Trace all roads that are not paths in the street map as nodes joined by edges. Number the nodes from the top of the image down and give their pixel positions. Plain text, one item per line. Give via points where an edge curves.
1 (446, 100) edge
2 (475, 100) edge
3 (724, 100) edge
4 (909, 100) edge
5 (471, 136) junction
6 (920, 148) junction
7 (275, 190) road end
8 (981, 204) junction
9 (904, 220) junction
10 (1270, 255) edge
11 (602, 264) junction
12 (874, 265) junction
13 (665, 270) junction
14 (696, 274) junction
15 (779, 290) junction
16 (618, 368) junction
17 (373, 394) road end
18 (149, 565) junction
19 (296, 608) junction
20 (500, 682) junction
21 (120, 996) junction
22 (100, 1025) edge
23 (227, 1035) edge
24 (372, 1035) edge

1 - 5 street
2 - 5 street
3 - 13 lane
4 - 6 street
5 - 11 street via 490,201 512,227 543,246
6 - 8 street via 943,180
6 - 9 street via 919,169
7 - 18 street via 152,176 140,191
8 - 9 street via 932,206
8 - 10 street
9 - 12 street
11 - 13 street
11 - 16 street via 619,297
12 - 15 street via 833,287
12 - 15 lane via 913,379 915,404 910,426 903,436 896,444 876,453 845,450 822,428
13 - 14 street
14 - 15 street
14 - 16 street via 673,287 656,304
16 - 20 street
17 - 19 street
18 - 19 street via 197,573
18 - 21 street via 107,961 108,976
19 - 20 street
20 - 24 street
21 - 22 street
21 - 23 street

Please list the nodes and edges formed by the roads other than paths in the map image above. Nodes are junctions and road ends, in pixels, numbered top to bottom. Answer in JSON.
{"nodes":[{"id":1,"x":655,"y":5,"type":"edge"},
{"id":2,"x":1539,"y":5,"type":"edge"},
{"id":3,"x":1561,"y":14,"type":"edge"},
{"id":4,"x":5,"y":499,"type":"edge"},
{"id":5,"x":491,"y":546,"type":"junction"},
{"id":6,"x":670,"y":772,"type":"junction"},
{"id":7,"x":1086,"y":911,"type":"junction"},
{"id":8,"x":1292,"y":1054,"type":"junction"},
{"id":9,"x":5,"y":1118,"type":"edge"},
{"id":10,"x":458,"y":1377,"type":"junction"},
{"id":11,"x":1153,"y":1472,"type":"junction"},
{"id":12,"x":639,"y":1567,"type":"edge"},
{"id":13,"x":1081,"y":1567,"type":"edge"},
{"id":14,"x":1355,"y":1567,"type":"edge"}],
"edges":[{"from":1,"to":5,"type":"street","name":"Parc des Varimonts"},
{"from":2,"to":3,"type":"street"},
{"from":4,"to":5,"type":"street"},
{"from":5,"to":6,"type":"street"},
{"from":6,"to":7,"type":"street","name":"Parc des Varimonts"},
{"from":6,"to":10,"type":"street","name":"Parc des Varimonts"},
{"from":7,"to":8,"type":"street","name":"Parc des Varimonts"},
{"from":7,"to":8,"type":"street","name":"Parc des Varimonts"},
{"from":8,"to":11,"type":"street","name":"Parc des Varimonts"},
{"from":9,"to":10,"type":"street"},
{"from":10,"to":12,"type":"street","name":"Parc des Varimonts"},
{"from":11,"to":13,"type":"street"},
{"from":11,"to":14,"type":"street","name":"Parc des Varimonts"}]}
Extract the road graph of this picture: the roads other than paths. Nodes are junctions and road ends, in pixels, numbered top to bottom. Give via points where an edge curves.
■ ■ ■
### AIM OF THE EXERCISE
Set down the records again verbatim, so that each word stays as it is.

### THE COMPLETED TASK
Trace all roads that are not paths in the street map as nodes joined by edges. Number the nodes from the top of the image down and give their pixel positions. Plain text, one item per line. Give via points where an edge curves.
1 (446, 100) edge
2 (475, 100) edge
3 (724, 100) edge
4 (909, 100) edge
5 (471, 136) junction
6 (920, 148) junction
7 (275, 190) road end
8 (981, 204) junction
9 (904, 220) junction
10 (1270, 255) edge
11 (602, 264) junction
12 (874, 265) junction
13 (665, 270) junction
14 (696, 274) junction
15 (779, 290) junction
16 (618, 368) junction
17 (373, 394) road end
18 (149, 565) junction
19 (296, 608) junction
20 (500, 682) junction
21 (120, 996) junction
22 (100, 1025) edge
23 (227, 1035) edge
24 (372, 1035) edge

1 - 5 street
2 - 5 street
3 - 13 lane
4 - 6 street
5 - 11 street via 490,201 512,227 543,246
6 - 8 street via 943,180
6 - 9 street via 919,169
7 - 18 street via 152,176 140,191
8 - 9 street via 932,206
8 - 10 street
9 - 12 street
11 - 13 street
11 - 16 street via 619,297
12 - 15 street via 833,287
12 - 15 lane via 913,379 915,404 910,426 903,436 896,444 876,453 845,450 822,428
13 - 14 street
14 - 15 street
14 - 16 street via 673,287 656,304
16 - 20 street
17 - 19 street
18 - 19 street via 197,573
18 - 21 street via 107,961 108,976
19 - 20 street
20 - 24 street
21 - 22 street
21 - 23 street

Please list the nodes and edges formed by the roads other than paths in the map image above. Nodes are junctions and road ends, in pixels, numbered top to bottom. Answer in JSON.
{"nodes":[{"id":1,"x":655,"y":5,"type":"edge"},
{"id":2,"x":1539,"y":5,"type":"edge"},
{"id":3,"x":1561,"y":14,"type":"edge"},
{"id":4,"x":5,"y":499,"type":"edge"},
{"id":5,"x":491,"y":546,"type":"junction"},
{"id":6,"x":670,"y":772,"type":"junction"},
{"id":7,"x":1086,"y":911,"type":"junction"},
{"id":8,"x":1292,"y":1054,"type":"junction"},
{"id":9,"x":5,"y":1118,"type":"edge"},
{"id":10,"x":458,"y":1377,"type":"junction"},
{"id":11,"x":1153,"y":1472,"type":"junction"},
{"id":12,"x":639,"y":1567,"type":"edge"},
{"id":13,"x":1081,"y":1567,"type":"edge"},
{"id":14,"x":1355,"y":1567,"type":"edge"}],
"edges":[{"from":1,"to":5,"type":"street","name":"Parc des Varimonts"},
{"from":2,"to":3,"type":"street"},
{"from":4,"to":5,"type":"street"},
{"from":5,"to":6,"type":"street"},
{"from":6,"to":7,"type":"street","name":"Parc des Varimonts"},
{"from":6,"to":10,"type":"street","name":"Parc des Varimonts"},
{"from":7,"to":8,"type":"street","name":"Parc des Varimonts"},
{"from":7,"to":8,"type":"street","name":"Parc des Varimonts"},
{"from":8,"to":11,"type":"street","name":"Parc des Varimonts"},
{"from":9,"to":10,"type":"street"},
{"from":10,"to":12,"type":"street","name":"Parc des Varimonts"},
{"from":11,"to":13,"type":"street"},
{"from":11,"to":14,"type":"street","name":"Parc des Varimonts"}]}
Extract the road graph of this picture: the roads other than paths. Nodes are junctions and road ends, in pixels, numbered top to bottom. Give via points where an edge curves.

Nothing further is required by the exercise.